そこから息つく暇もなく、泉水の命が絶たれるまでの
顛末が描かれたのもショックでした。
二人が結ばれてから泉水の最後までの間は、
時間にして1日足らずなんて。
あまりにも壮絶すぎる一夜です。

さらに、その光景をまざまざと見てしまった
みかんの気持ちを考えると、胸が張り裂けますね。
かつて、ボロゾーキンみたいな例えを使っていた
当時の私を一発ぶん殴りたい気分
になりました。
確か、「ひどすぎ!」みたいなコメントを頂戴しても、
「思っちゃったんだからしょうがないじゃん。ぷっぷくぷー」
ぐらいの軽い気持ちで謝罪してましたが、
改めて謹んで謝罪します。申し訳ございませんでした。
学園アリス20巻まで読んでも、
みかんのことをボロゾーキンとほざけるものなら、
ほざいてみるんだな!!(おまえ以外誰もほざかんよ)
まあ、1巻を読んでる時点では、こんな話になるとは
本当に1ミクロンも想像もしてなかったわけですが…。








コメディ:☆
シリアス:★★★★★
ラブ:★★★★★
ハートフル:★★★★★★★★★★

今巻のMVP:るかぴょん
今巻のベストシーン:蜜柑と蛍の友情
今巻の名言:大丈夫よ。私たちなら。

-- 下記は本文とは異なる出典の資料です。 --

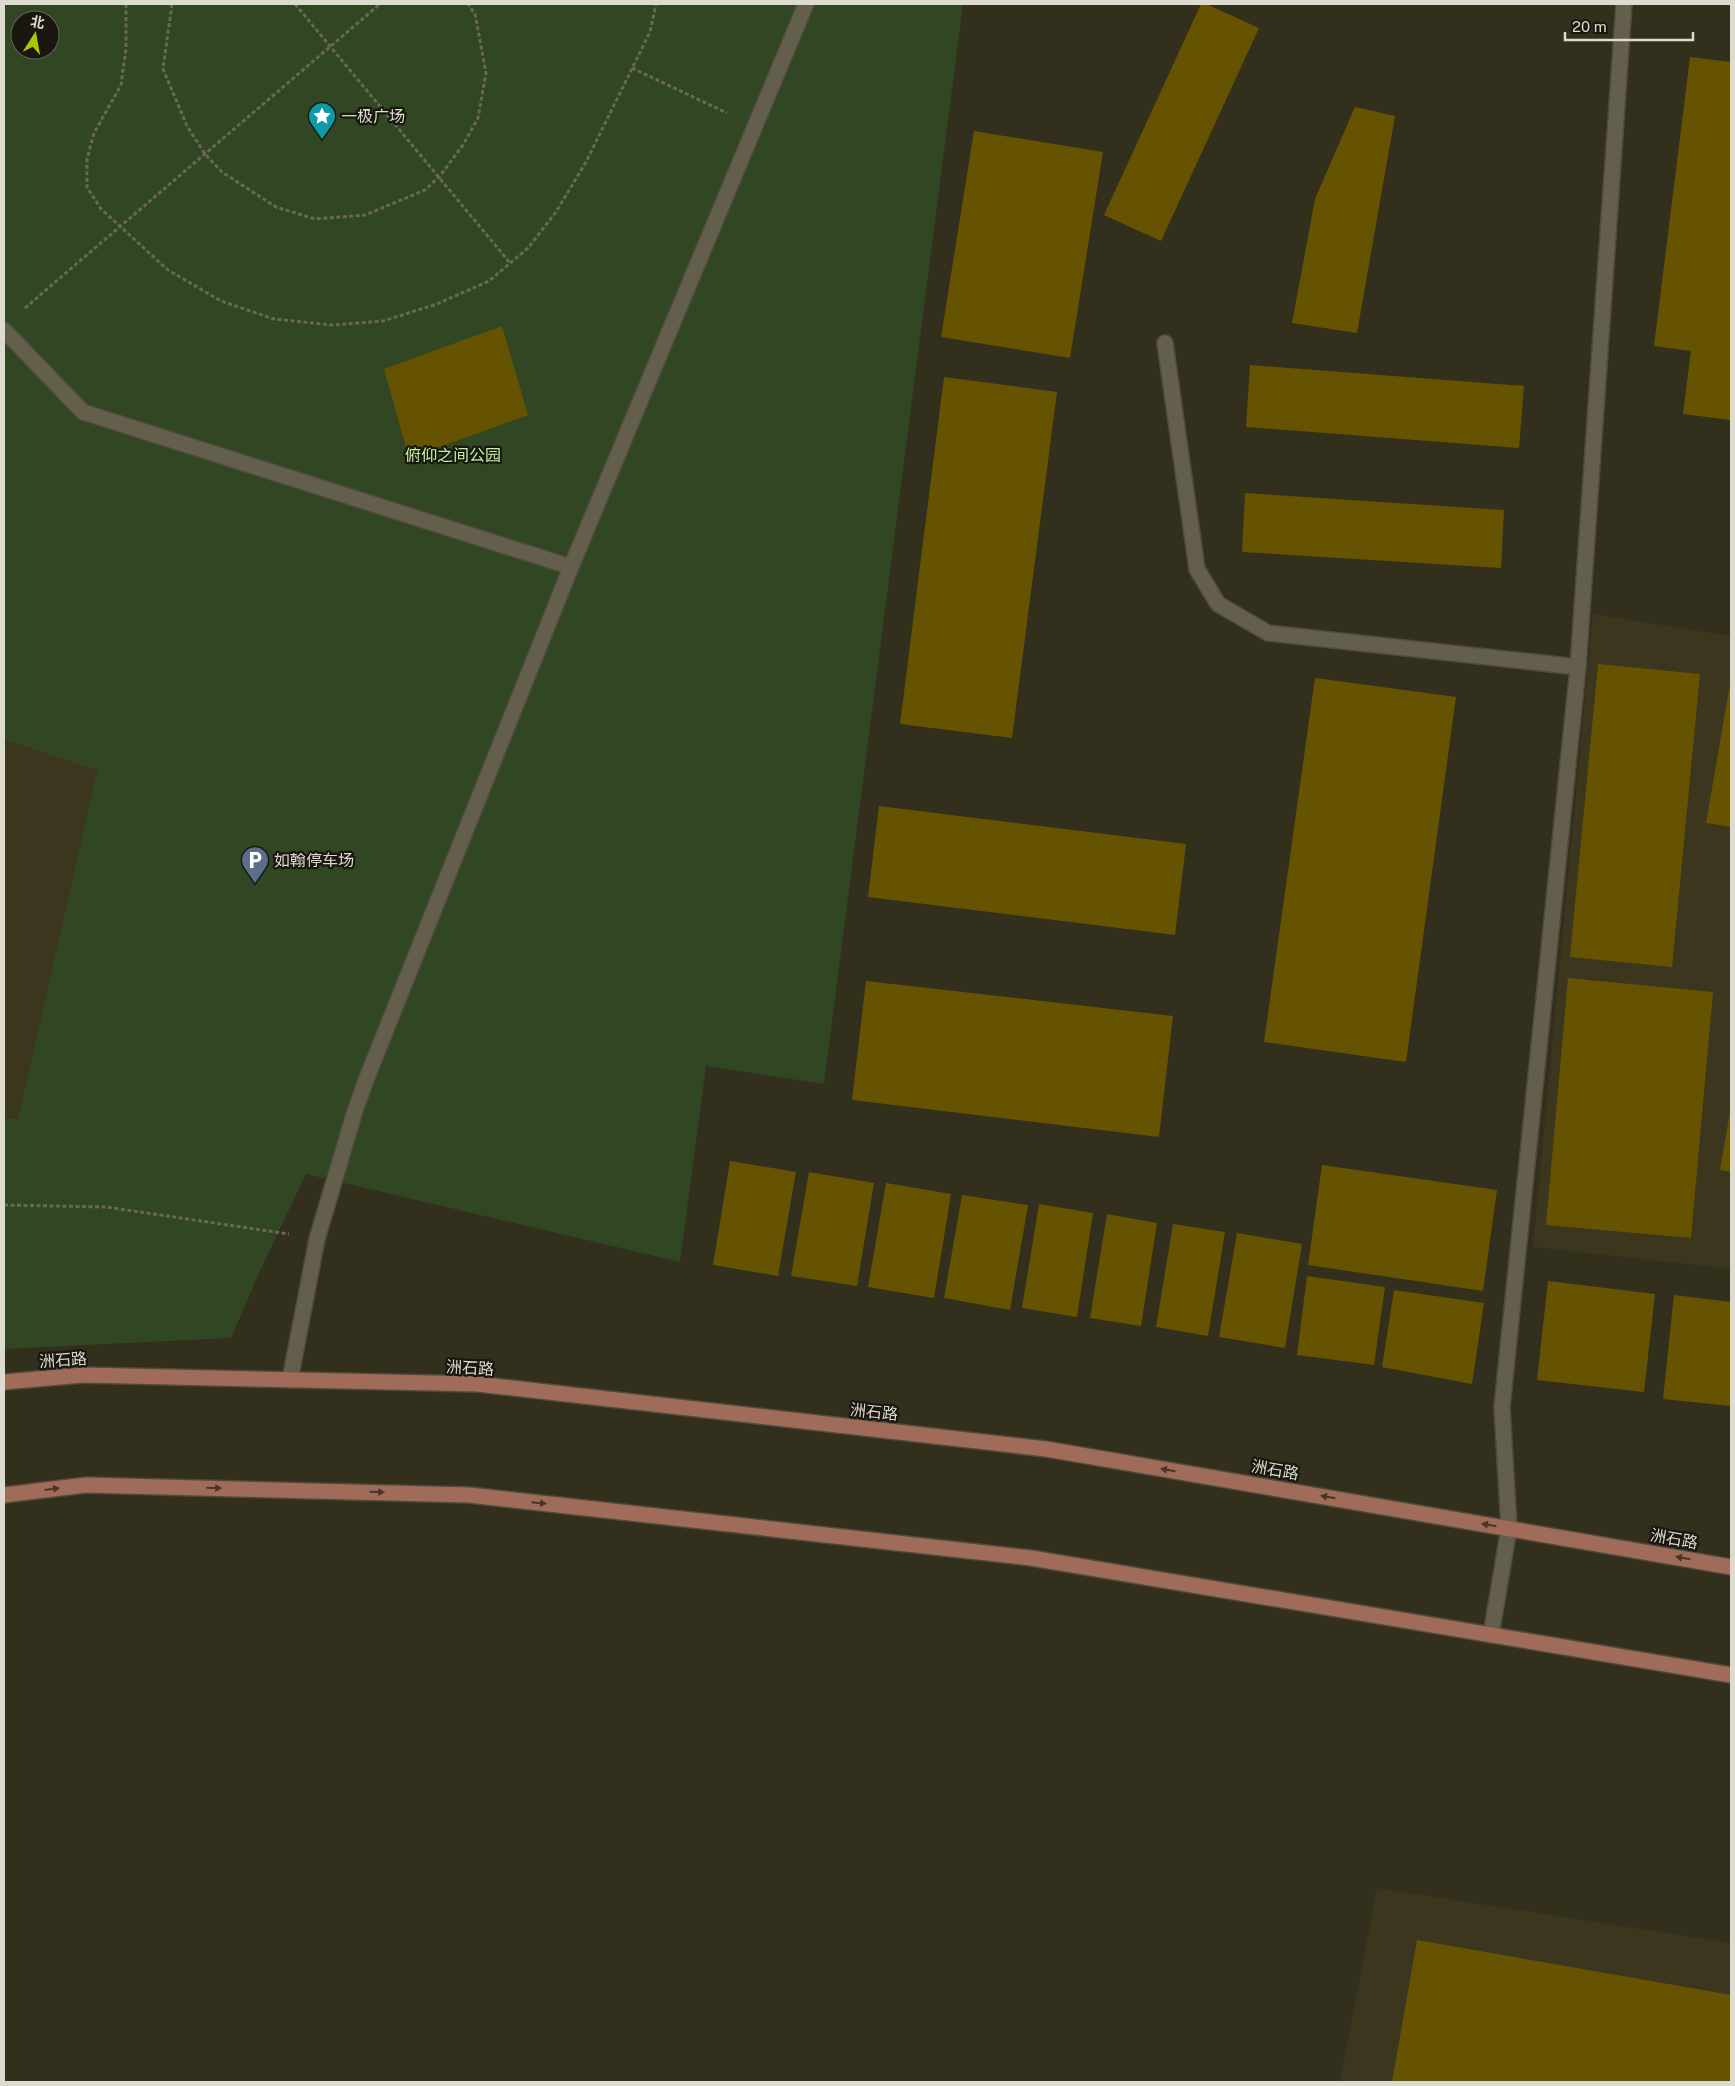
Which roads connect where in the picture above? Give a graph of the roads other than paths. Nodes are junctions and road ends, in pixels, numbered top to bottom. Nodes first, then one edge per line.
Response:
1 (806, 4) edge
2 (1624, 4) edge
3 (4, 330) edge
4 (1165, 343) dead end
5 (571, 567) junction
6 (1578, 667) junction
7 (290, 1380) junction
8 (4, 1382) edge
9 (4, 1495) edge
10 (1509, 1528) junction
11 (1731, 1567) edge
12 (1491, 1635) junction
13 (1731, 1675) edge

1 - 5 street
2 - 6 street
3 - 5 street
4 - 6 street
5 - 7 street
6 - 10 street
7 - 8 main road, 洲石路
10 -> 7 main road, 洲石路
9 -> 12 main road
11 -> 10 main road, 洲石路
10 - 12 street
12 - 13 main road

絶対。



もうこの巻、コメディの☆は空ですね。
なんとか雑用犬(颯)くんが頑張ってくれましたが、
全てをかき消すほど詰まりに詰まった
切なさと温かさと愛しさのハートフルには勝てません。
未読の方は、鼻セレブ(ティッシュ)を用意してから、
読み始めることをオススメ
します。

特にるかぴょんの想いと聡明さには鳥肌立ちました。
小6にして、その物分りのよさ、身を引く潔さは
一体なんなんですか?私が乙女でも、
こんな完璧な男の子を見てしまったら、
現実のどうしようもない男には興味を失くすって!
自分が小6の時なんて、毎週のジャンプと
PSでゲームすることだけを楽しみに
生きてたみたいなもんでしたからね…。
現実と比較することが愚行なのは分かってますが、
るかぴょんのモノローグにはそれぐらい参りました。

みかんと蛍の友情にも、感動の波が止まりません。
かつては主に「バカ」と呼び、蹄で頭を叩くような
暴力ツッコミ、鬼のスルースキル(ガン無視)などを炸裂させ、
みかんをオモチャのように扱ってた蛍の口から、
こんなセリフが出るなんて。伏線とギャップが完璧です。
1巻の感想では、「NHKはよくアニメ化して朝放送したな」
とか書いてますが、むしろ今となっては
「NHKはなぜ再アニメ化しない!」
と言いたくなりました。もしも私に娘が出来たら
絶対見せるってばよ!







コメディ:★
シリアス:★★★★★★★★
ラブ:★★★★
ハートフル:★★★★★

今巻のMVP:のばら
今巻のベストシーン:ペルソナVSのばら
今巻の名言:あったかいね………



過去編から現代に戻ってきたのも束の間、
すでに戦いは始まってしまっていました。
ペルソナVSのばらは緊張感がありましたね。
アリスによって辛い宿命を背負った二人。
黒幕一味でダークヒールの存在だったペルソナも、
過去が語られて、悲しすぎる宿命を背負った
一人の被害者であることが分かりました。
彼が小等部校長に尽くす姿は、「悪には悪の救世主が必要だ」
という某漫画の敵キャラの言葉を思い出しました。

のばら側から感じるみかんへの気持ちも、
みかんと蛍の友情とは違った意味で胸が熱くなります。
みかんにしてみれば、いつも通りに誰にでも分け隔てなく
接しただけで、特別なことをした意識は全くないはず。
でも、のばらにはその時の温もりが忘れられない。
だから、かつては唯一の信じれる仲間たち
と敵対することになっても、みかんの笑顔を守るために戦い、
そしてペルソナを救いたいと願えたのでしょう。
ロンリーはロンリーにしか分からない感情を分かるから。

裏切り者の正体は、伏線っぽい描写から考えて
一人思い当たる節はありますが、
それは外れて欲しかったりも。
そうなったら、また傷つくのは蜜柑だと思うので。
でも骨太なストーリーが揺るがない学園アリスで、
最後まで予定調和のハッピーは迎えられそうもないです。
23巻は覚悟して読みたいと思います。
これ以上、アラサーに足を踏み入れた男の涙腺を
緩ませないで下さい!……いや、やっぱり緩ませて!




それではまた桜舞い散る時期(予定)にでも…。